Across the whole listing, copy out every line that includes the string "lane".
*** PROVIDED INFORMATION ***
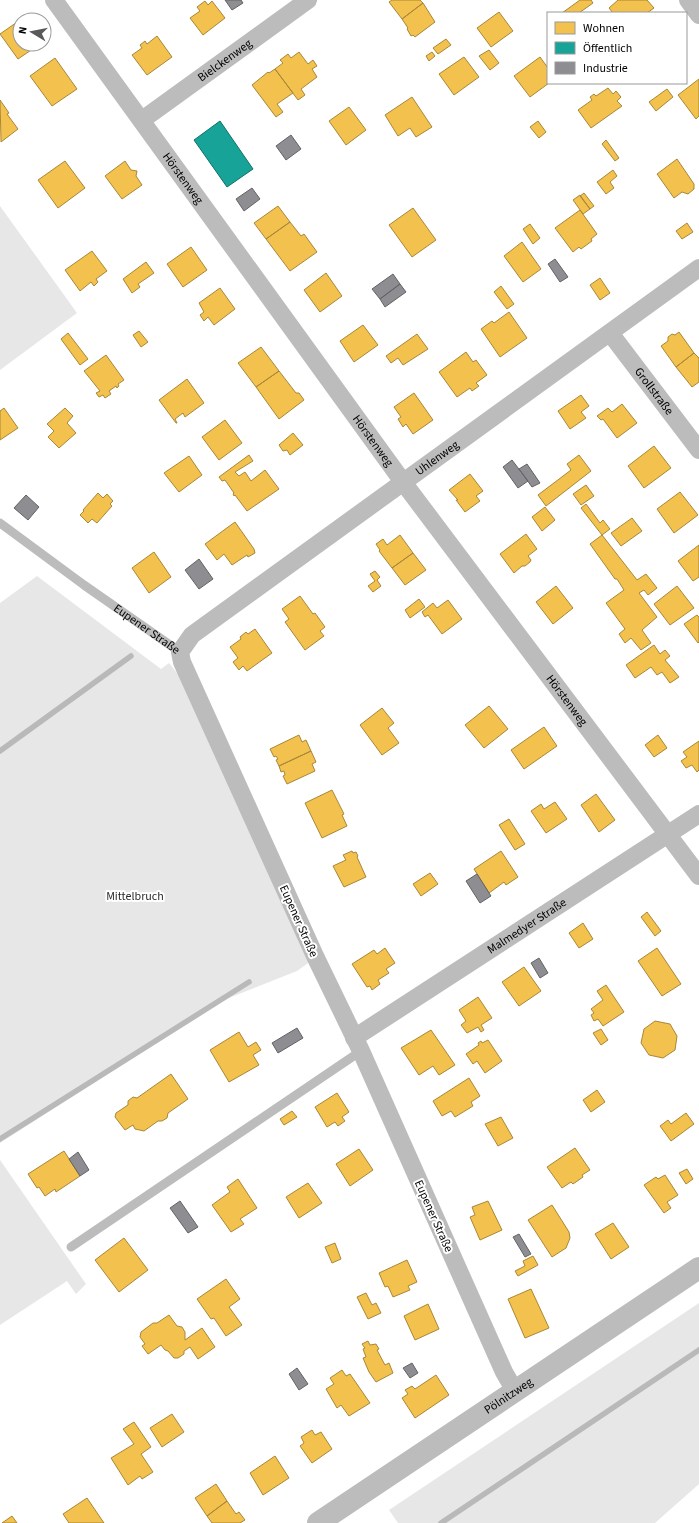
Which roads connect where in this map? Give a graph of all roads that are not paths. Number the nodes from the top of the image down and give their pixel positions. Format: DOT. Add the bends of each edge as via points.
graph roads {
  1 [pos="54,0"];
  2 [pos="308,0"];
  3 [pos="688,0"];
  4 [pos="699,15"];
  5 [pos="142,120"];
  6 [pos="699,268"];
  7 [pos="610,332"];
  8 [pos="699,450"];
  9 [pos="403,482"];
  10 [pos="0,523"];
  11 [pos="180,652"];
  12 [pos="699,814"];
  13 [pos="668,835"];
  14 [pos="699,876"];
  15 [pos="357,1044"];
  16 [pos="71,1247"];
  17 [pos="699,1268"];
  18 [pos="515,1391"];
  19 [pos="318,1523"];
  1 -- 5 [label="street, Hörstenweg"];
  2 -- 5 [label="street, Bielckenweg"];
  3 -- 4 [label="street"];
  5 -- 9 [label="street, Hörstenweg"];
  6 -- 7 [label="street, Uhlenweg"];
  7 -- 8 [label="street, Grollstraße"];
  7 -- 9 [label="street, Uhlenweg"];
  9 -- 11 [label="street, Uhlenweg" via="192,635"];
  9 -- 13 [label="street, Hörstenweg"];
  10 -- 11 [label="lane, Eupener Straße"];
  11 -- 15 [label="street, Eupener Straße" via="182,662"];
  12 -- 13 [label="street, Malmedyer Straße"];
  13 -- 14 [label="street, Hörstenweg"];
  13 -- 15 [label="street, Malmedyer Straße"];
  15 -- 16 [label="lane"];
  15 -- 18 [label="street, Eupener Straße" via="504,1372"];
  17 -- 18 [label="street, Pölnitzweg"];
  18 -- 19 [label="street, Pölnitzweg"];
}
*** End of PROVIDED INFORMATION ***
• **ANSWER TO THE EXERCISE**:
  10 -- 11 [label="lane, Eupener Straße"];
  15 -- 16 [label="lane"];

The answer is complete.